▶ **ABOUT THIS TASK**
Images do not belong in the copy. Set down all the entries exactly.

▶ **PROVIDED RECORDS**
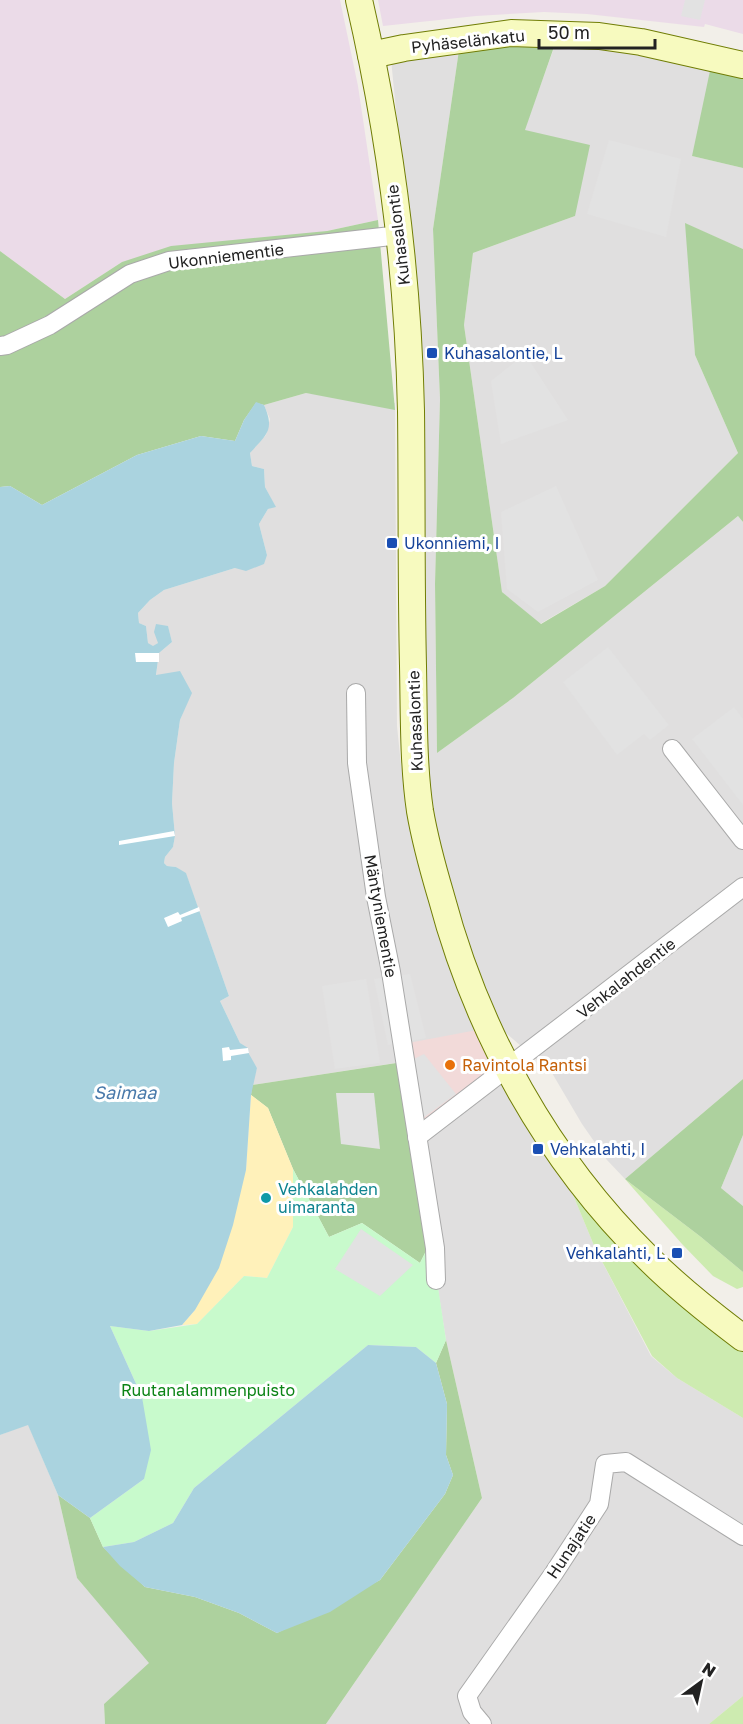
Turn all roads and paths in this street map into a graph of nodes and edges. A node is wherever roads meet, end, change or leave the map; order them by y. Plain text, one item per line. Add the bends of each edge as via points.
1 (359, 0) edge
2 (371, 55) junction
3 (743, 65) edge
4 (400, 235) junction
5 (0, 346) edge
6 (356, 693) dead end
7 (672, 749) dead end
8 (743, 840) edge
9 (743, 887) edge
10 (509, 1069) junction
11 (417, 1137) junction
12 (436, 1280) dead end
13 (742, 1337) edge
14 (743, 1536) edge
15 (482, 1724) edge

1 - 2 main road, Kuhasalontie
2 - 3 main road, Pyhäselänkatu via 511,33 609,37
2 - 4 main road, Kuhasalontie
4 - 5 street, Ukonniementie via 169,261 130,274 50,325
4 - 10 main road, Kuhasalontie via 411,412 414,755 420,813 447,922 465,975
6 - 11 street, Mäntyniementie via 357,763
7 - 8 street
9 - 10 street, Vehkalahdentie
10 - 11 street, Vehkalahdentie
10 - 13 main road, Kuhasalontie via 579,1180 624,1233 651,1261
11 - 12 street, Mäntyniementie via 435,1248
14 - 15 street, Hunajatie via 626,1462 605,1464 599,1504 467,1696 472,1712

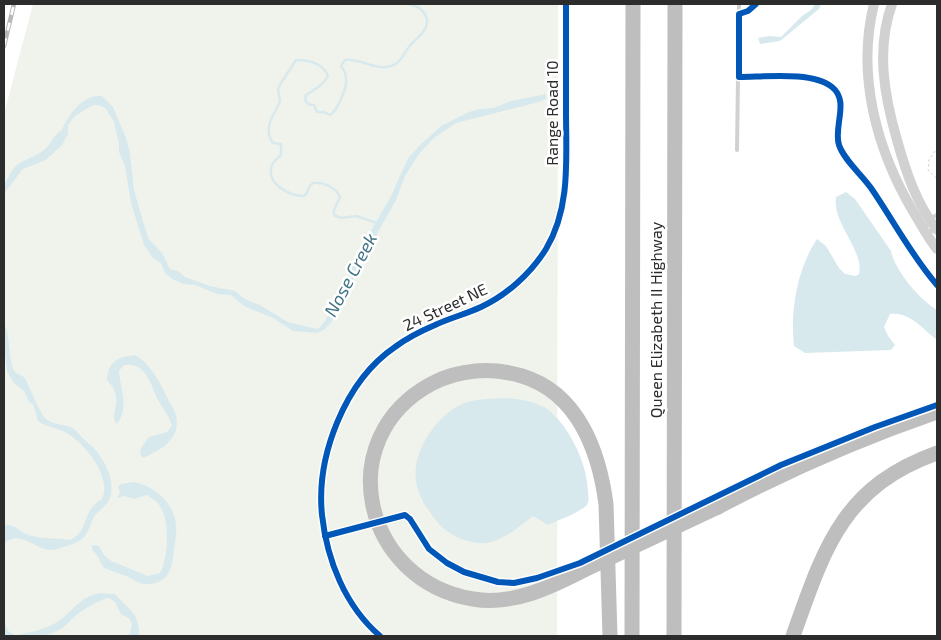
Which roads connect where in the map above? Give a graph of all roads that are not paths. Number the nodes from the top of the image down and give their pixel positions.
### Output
1 (566, 4) edge
2 (632, 4) edge
3 (675, 4) edge
4 (739, 4) edge
5 (874, 4) edge
6 (892, 4) edge
7 (737, 150) dead end
8 (933, 217) edge
9 (558, 222) joint
10 (924, 231) junction
11 (937, 231) edge
12 (937, 249) edge
13 (937, 412) edge
14 (937, 453) edge
15 (380, 636) edge
16 (610, 636) edge
17 (632, 636) edge
18 (674, 636) edge
19 (794, 636) edge

1 - 9 street, Range Road 10
2 - 17 highway, Queen Elizabeth II Highway
3 - 18 highway, Queen Elizabeth II Highway
4 - 7 lane
5 - 10 street
6 - 8 street
8 - 10 lane
8 - 11 street
9 - 15 street, 24 Street NE
10 - 11 lane
10 - 12 street
13 - 16 highway, bridge
14 - 19 highway

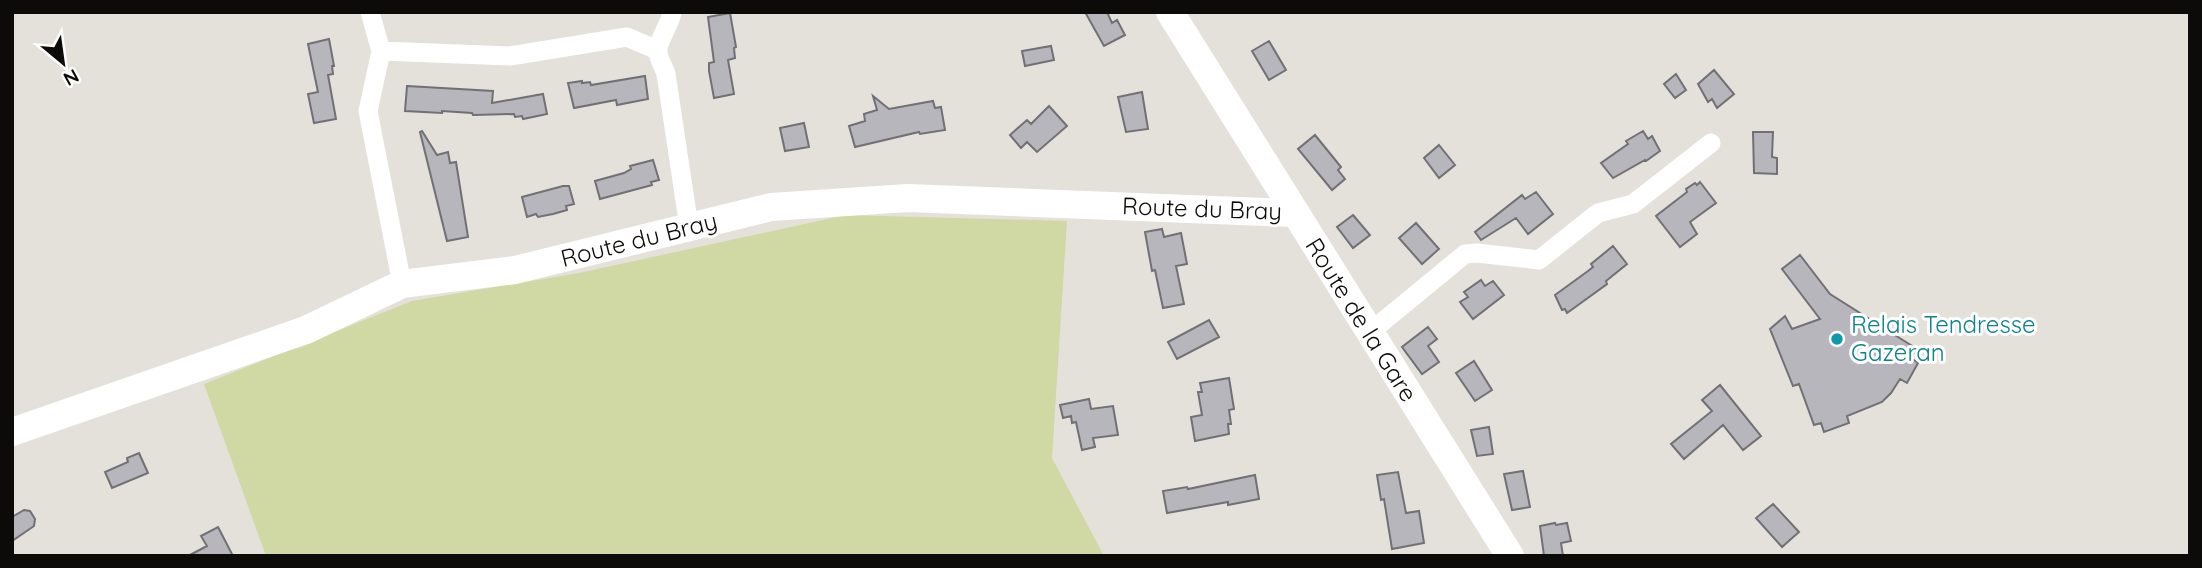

▶ **SOLUTION**
Turn all roads and paths in this street map into a graph of nodes and edges. A node is wherever roads meet, end, change or leave the map; order them by y. Plain text, one item per line. Add the bends of each edge as via points.
1 (359, 0) edge
2 (371, 55) junction
3 (743, 65) edge
4 (400, 235) junction
5 (0, 346) edge
6 (356, 693) dead end
7 (672, 749) dead end
8 (743, 840) edge
9 (743, 887) edge
10 (509, 1069) junction
11 (417, 1137) junction
12 (436, 1280) dead end
13 (742, 1337) edge
14 (743, 1536) edge
15 (482, 1724) edge

1 - 2 main road, Kuhasalontie
2 - 3 main road, Pyhäselänkatu via 511,33 609,37
2 - 4 main road, Kuhasalontie
4 - 5 street, Ukonniementie via 169,261 130,274 50,325
4 - 10 main road, Kuhasalontie via 411,412 414,755 420,813 447,922 465,975
6 - 11 street, Mäntyniementie via 357,763
7 - 8 street
9 - 10 street, Vehkalahdentie
10 - 11 street, Vehkalahdentie
10 - 13 main road, Kuhasalontie via 579,1180 624,1233 651,1261
11 - 12 street, Mäntyniementie via 435,1248
14 - 15 street, Hunajatie via 626,1462 605,1464 599,1504 467,1696 472,1712

Which roads connect where in the map above? Give a graph of all roads that are not paths. Number the nodes from the top of the image down and give their pixel positions.
### Output
1 (566, 4) edge
2 (632, 4) edge
3 (675, 4) edge
4 (739, 4) edge
5 (874, 4) edge
6 (892, 4) edge
7 (737, 150) dead end
8 (933, 217) edge
9 (558, 222) joint
10 (924, 231) junction
11 (937, 231) edge
12 (937, 249) edge
13 (937, 412) edge
14 (937, 453) edge
15 (380, 636) edge
16 (610, 636) edge
17 (632, 636) edge
18 (674, 636) edge
19 (794, 636) edge

1 - 9 street, Range Road 10
2 - 17 highway, Queen Elizabeth II Highway
3 - 18 highway, Queen Elizabeth II Highway
4 - 7 lane
5 - 10 street
6 - 8 street
8 - 10 lane
8 - 11 street
9 - 15 street, 24 Street NE
10 - 11 lane
10 - 12 street
13 - 16 highway, bridge
14 - 19 highway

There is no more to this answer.